From these first sprouts in Varna, Sofia and Samokov, the Organization of Bulgarian Young Scouts (Организацията на българските младежи разузнавачи - ОБМР) was founded in 1923.

In the second half of 1924, ОБМР was recognized and admitted as a member of the World Bureau of Boy Scouts, based in London. In 1925, a camp-school of the organization was opened near the town of Vladaya, Sofia. Scoutmasters, Wolf Cub Leaders, and Patrol Leaders were trained there. The training program included theoretical, practical and administration skills. The first director of the school was Stefan Yanchulev, he was the first director of the training school, who completed the courses for Wolf Cub leaders in France (the "Chamarande" school).

Dated May 1928 the world census reflected 219 instructors, 69 rovers, 1598 scouts, 36 sea scouts and 336 wolf cubs. Adding a total of 2258 members. In 1929 the Boy Scout movement in Bulgaria had in this short period made rapid progress. There were 180 troops in Sofia and the larger towns in the Provinces, with 4040 registered members. The Bulgarian army viewed with great interest the creation and consolidation of Scout troops and actively participated in the management and organization of its divisions.

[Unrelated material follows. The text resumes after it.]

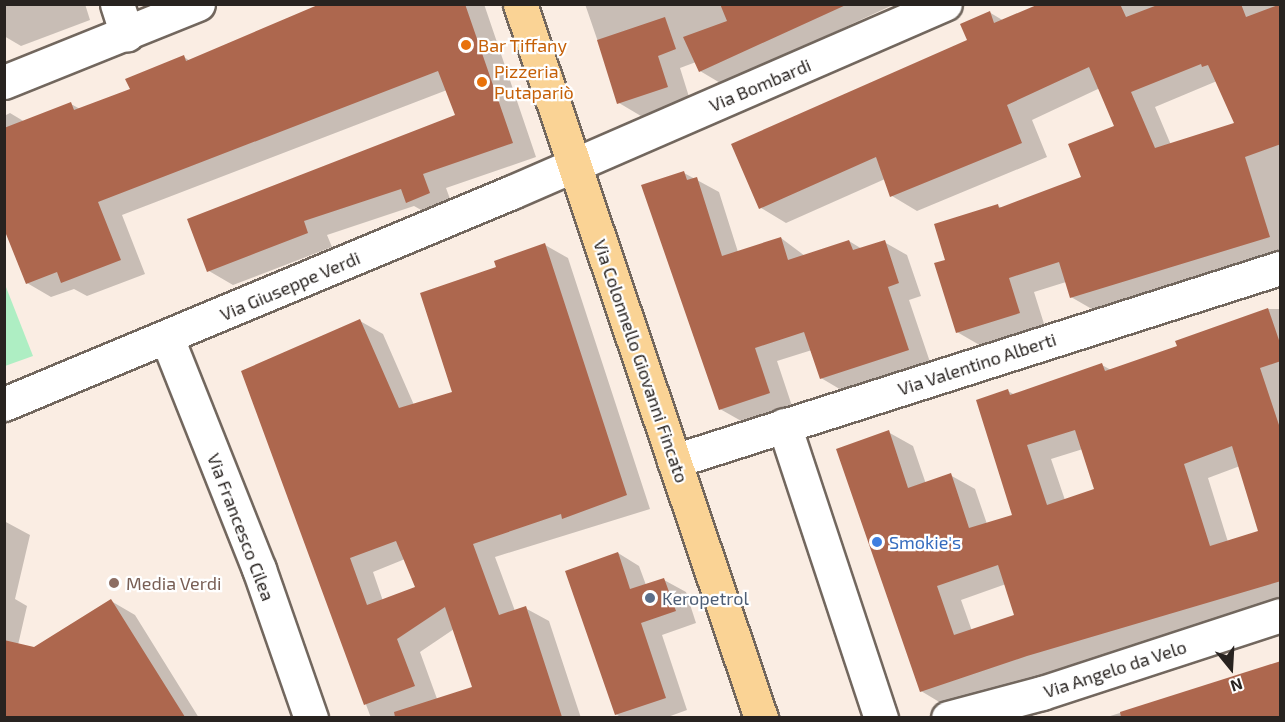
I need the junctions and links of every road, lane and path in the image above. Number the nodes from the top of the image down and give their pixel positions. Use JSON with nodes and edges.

===Decline and dissolution===
Since 1932 there was a totalitarian drift and the Scout Movement suffered the attacks of power to force a merger into a single state youth organization on several occasions, without success. In 1940, with a brief letter to the International Scout Office in London, the leaders of the ОБМР reported on their self-dissolution, forced by the Ministry of War, General Hristo Lukov, and his assistant Colonel Svetoslav Akrabov. Officially Bulgarian Scouting was disbanded. Since then, the ОБМР began its transformation towards a militarized state youth organization. On December 29, the 25th National Assembly passed a law on the organization of Bulgarian youth in a state organization that would later become "Brannik", initiative of the then prime minister Bogdan Filov. Since Bulgaria was not a German-occupied country, the dissolution did not affect the Russian Scout troops, which continued to function normally to a certain extent until the end of the war.

John S. Wilson, director of the International Office, tried unsuccessfully to bring positions in Bulgaria, Romania and Yugoslavia closer together to maintain links between the International Scout Office with the new organizations reconverted into unique youth movements, to work for a common cause, facilitate exchanges, train courses in Gilwell Park or participate in international conferences as observers. It was unsuccessful due to subsequent events that prevented compliance with the signed agreements.

Scouting was outlawed after the war as well, when communists controlled Bulgaria. Scout resources during the communist period were confiscated and redistributed to the Pioneri and the chavdari of the Dimitrovist Pioneer Organization "Septemberists" for communist youth.